Alongside these major projects is Qatar’s commitment to public art.
“We work in towns and neighborhoods to engage communities with regional and global art to inspire residents and visitors as to what creativity can do, and we placed almost 80 public art installations during the World Cup,” Al Mayassa said. “But it’s not purely about art. It’s also about urban planning. We continue to think about how culture and art change the atmosphere of the communities we’re supporting.”
For her, “Your Ghosts Are Mine: Expanded Cinema, Amplified Voices” is ideally suited to the conference. Though not public art in the traditional sense, film has been part of Qatar’s effort to refocus how the public consumes art.
“In Qatar, in the last two decades with new museums and the film institute, it’s changed the way we view things,” said Fatma Hassan Al Remaihi, the chief executive of the Doha Film Institute, during an interview last month at her office in Doha. “It’s changed how people here perceive art. Before, it was merely entertainment. Now people see that it changes how you think about the world, how you think about yourself and how you identify yourself to others.”
“Your Ghosts Are Mine: Expanded Cinema, Amplified Voices” very much celebrates the emergence of the Doha Film Institute, which sponsors an annual film festival. But the idea of creating an installation during the Venice Biennale was about global visibility.
“It’s a great platform for the stories from the region and from the Global South to find a different way of presentation other than the usual cinema setting, since viewers see these films spread out around 10 different rooms with 10 different themes,” Al Remaihi said. “It’s a huge platform to be in Venice, even though we’re not in the official Biennale program. But we’re there at the same time when artists and people in the field come from all over the world.”

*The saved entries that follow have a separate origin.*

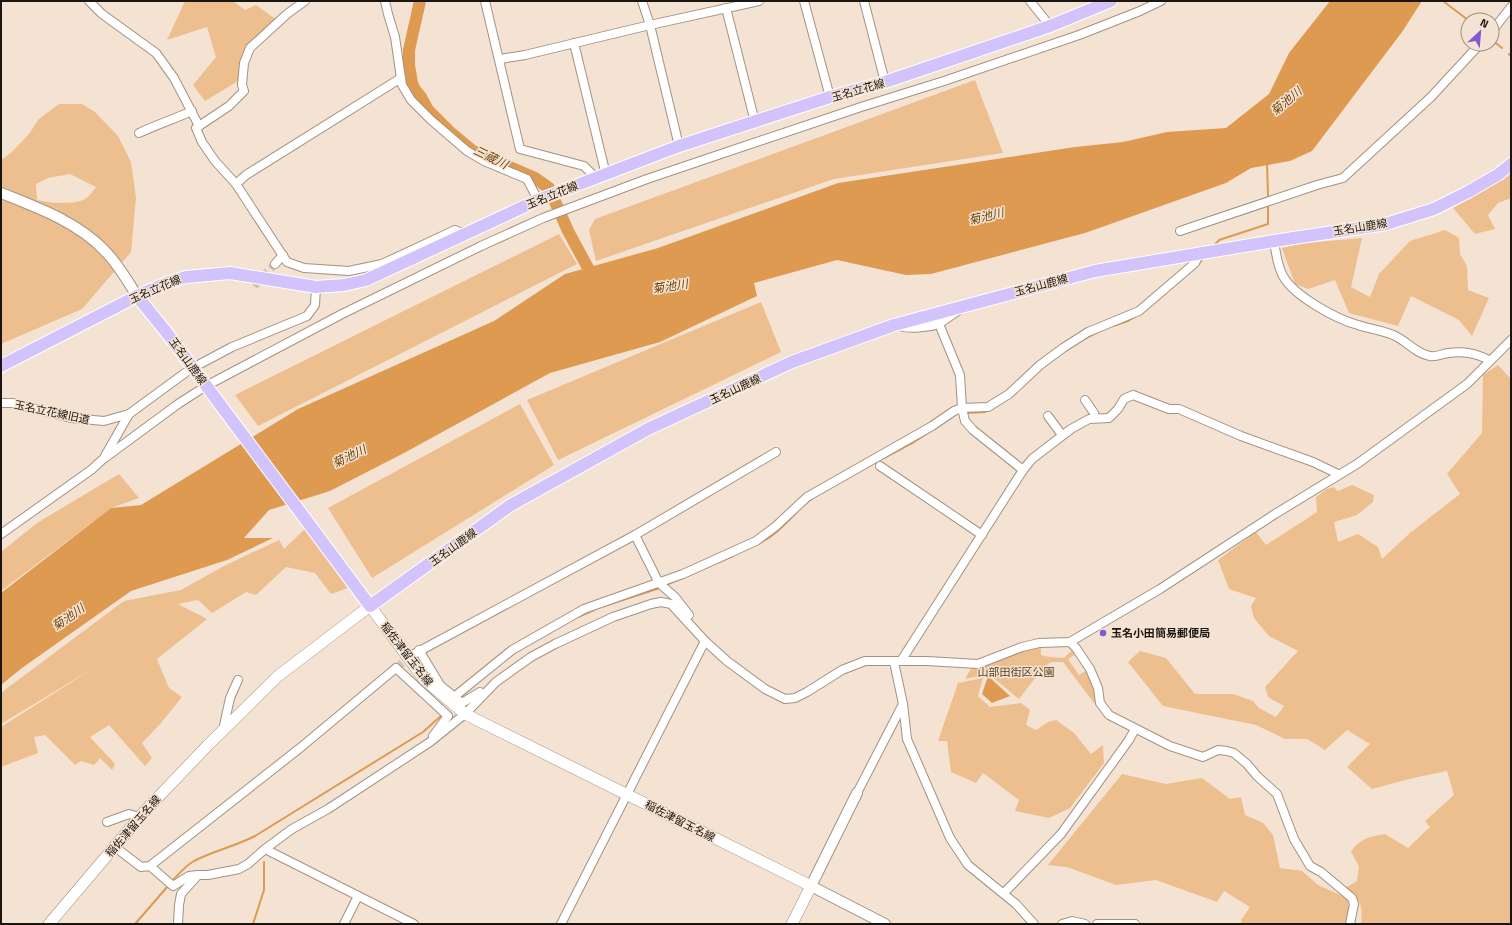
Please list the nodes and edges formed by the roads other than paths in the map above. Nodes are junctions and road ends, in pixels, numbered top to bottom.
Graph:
1 (89, 1) edge
2 (385, 1) edge
3 (486, 1) edge
4 (642, 1) edge
5 (759, 1) edge
6 (804, 1) edge
7 (864, 1) edge
8 (1030, 1) edge
9 (1111, 1) edge
10 (1161, 1) edge
11 (302, 2) edge
12 (1511, 7) edge
13 (726, 8) junction
14 (1500, 21) edge
15 (650, 25) junction
16 (1050, 26) junction
17 (574, 43) junction
18 (1473, 52) edge
19 (500, 59) junction
20 (401, 78) junction
21 (886, 82) junction
22 (830, 98) junction
23 (192, 111) junction
24 (755, 122) junction
25 (199, 126) junction
26 (138, 134) dead end
27 (679, 146) junction
28 (1511, 164) edge
29 (601, 176) junction
30 (236, 184) junction
31 (1, 193) edge
32 (543, 198) junction
33 (1180, 231) dead end
34 (464, 234) junction
35 (1274, 241) junction
36 (1206, 252) junction
37 (283, 255) junction
38 (276, 264) tunnel mouth
39 (316, 287) junction
40 (137, 296) junction
41 (965, 305) junction
42 (939, 324) junction
43 (894, 325) junction
44 (1511, 340) edge
45 (1489, 360) junction
46 (200, 364) dead end
47 (1, 366) edge
48 (185, 373) dead end
49 (208, 389) junction
50 (1085, 400) dead end
51 (1, 403) edge
52 (962, 412) junction
53 (129, 414) junction
54 (1048, 416) dead end
55 (1095, 418) junction
56 (1062, 435) junction
57 (776, 452) dead end
58 (102, 460) junction
59 (880, 466) dead end
60 (1023, 470) junction
61 (1338, 474) junction
62 (1, 534) edge
63 (982, 534) junction
64 (635, 535) junction
65 (659, 583) junction
66 (370, 606) junction
67 (694, 628) junction
68 (705, 641) junction
69 (1070, 642) junction
70 (898, 661) junction
71 (238, 680) dead end
72 (496, 682) junction
73 (454, 697) junction
74 (903, 704) junction
75 (465, 714) junction
76 (1135, 729) junction
77 (223, 730) junction
78 (430, 742) junction
79 (857, 793) joint
80 (626, 794) junction
81 (140, 817) junction
82 (107, 822) dead end
83 (115, 847) junction
84 (265, 849) junction
85 (150, 866) junction
86 (198, 875) junction
87 (811, 886) junction
88 (1004, 893) junction
89 (358, 896) junction
90 (49, 924) edge
91 (178, 924) edge
92 (344, 924) edge
93 (414, 924) edge
94 (562, 924) edge
95 (792, 924) edge
96 (885, 924) edge
97 (1034, 924) edge
98 (1062, 924) edge
99 (1085, 924) edge
100 (1097, 924) edge
101 (1135, 924) edge
102 (1350, 924) edge

1 - 23 street
2 - 20 street
3 - 19 street
4 - 15 street
5 - 13 street
6 - 22 street
7 - 21 street
8 - 16 street
9 - 16 main road, 玉名立花線
10 - 49 street
11 - 25 street
12 - 14 street
13 - 15 street
13 - 24 street
15 - 17 street
15 - 27 street
16 - 21 main road, 玉名立花線
17 - 19 street
17 - 29 street
18 - 33 street
19 - 29 street
20 - 30 street
20 - 32 street
21 - 22 main road, 玉名立花線
22 - 24 main road, 玉名立花線
23 - 25 street
23 - 26 street
24 - 27 main road, 玉名立花線
25 - 30 street
27 - 29 main road, 玉名立花線
28 - 35 main road, 玉名山鹿線
29 - 32 main road, 玉名立花線
30 - 37 street
31 - 40 street
32 - 34 main road, 玉名立花線
34 - 37 street
34 - 39 main road, 玉名立花線
35 - 36 main road, 玉名山鹿線
35 - 45 street
36 - 41 main road, 玉名山鹿線
36 - 52 street
37 - 38 street
39 - 40 main road, 玉名立花線
39 - 46 street
40 - 47 main road, 玉名立花線
40 - 49 main road, 玉名山鹿線
41 - 42 street
41 - 43 main road, 玉名山鹿線
42 - 43 street
42 - 52 street
43 - 66 main road, 玉名山鹿線
44 - 45 street
45 - 61 street
48 - 53 street, 玉名立花線旧道
49 - 58 street
49 - 66 main road, 玉名山鹿線
50 - 55 street
51 - 53 street, 玉名立花線旧道
52 - 60 street
52 - 65 street
53 - 58 street
54 - 56 street
55 - 56 street
55 - 61 street
56 - 60 street
57 - 64 street
58 - 62 street
59 - 63 street
60 - 63 street
61 - 69 street
63 - 70 street
64 - 65 street
64 - 73 street
65 - 67 street
65 - 73 street
66 - 75 main road, 稲佐津留玉名線
66 - 77 main road, 稲佐津留玉名線
67 - 68 street
67 - 72 street
68 - 70 street
68 - 80 street
69 - 70 street
69 - 76 street
70 - 74 street
71 - 77 street
72 - 73 street
72 - 75 street
74 - 79 street
74 - 88 street
75 - 78 street
75 - 80 main road, 稲佐津留玉名線
76 - 88 street
76 - 102 street
77 - 81 main road, 稲佐津留玉名線
78 - 84 street
78 - 85 street
79 - 87 street
80 - 87 main road, 稲佐津留玉名線
80 - 94 street
81 - 82 street
81 - 83 main road, 稲佐津留玉名線
83 - 85 street
83 - 90 main road, 稲佐津留玉名線
84 - 86 street
84 - 89 street
85 - 86 street
86 - 91 street
87 - 95 main road
87 - 96 street
88 - 97 street
89 - 92 street
89 - 93 street
98 - 99 street
100 - 101 street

Included will be excerpts from works by over 40 filmmakers from the Middle East and Africa.
That visibility is what the film institute strives for, particularly as it champions filmmakers from the region.
“For us, it’s a celebration of everything the institute has been doing for almost 15 years now, which has included supporting more than 800 films from all over the world,” Al Remaihi said. “Those films have garnered so much acclaim. It’s a huge history that the institute has established over a very short time.”
The substance of the installation is vast. Each of the 10 rooms not only has a different theme but also a different method of presentation. The installation weaves a story about the lives of people and places into a single narrative.
“The exhibition has a start and an end, so it’s a journey, and the magic is that the curator was able to tell a story with so many excerpts,” Zeina Arida, the director of the Arab Museum of Modern Art, known locally as Mathaf, said during a recent interview. “It’s a journey that takes you into the lives of these people.”
For example, the first room is about deserts, which are obviously a big part of the identity and history of the Middle East and Northern Africa.
“In that first room you have two inclined screens of several film excerpts,” Arida explained. “The aesthetic is important. You’re invited to sit. It reconstructs a cinema.”
The mood — and the presentation — changes as the viewer moves throughout the rooms of the palazzo.
“In other rooms you are watching the film excerpts on small TV monitors,” she said. “It’s not overwhelming you with size and sound. It’s more intimate. It’s a lot about the people who are testifying about their own stories.”
As Art for Tomorrow coincides with the installation in Venice this month, it feels like the perfect time and place to portray the Middle East and the Global South in a new way, Al Remaihi said.
“We’ve been painted in a very dark and not authentic way for so many years and decades, and now we have a way to balance the narrative and tell our stories the way we want to tell them,” she said. “It’s a whole new era and a golden age for filmmaking in the Middle East.”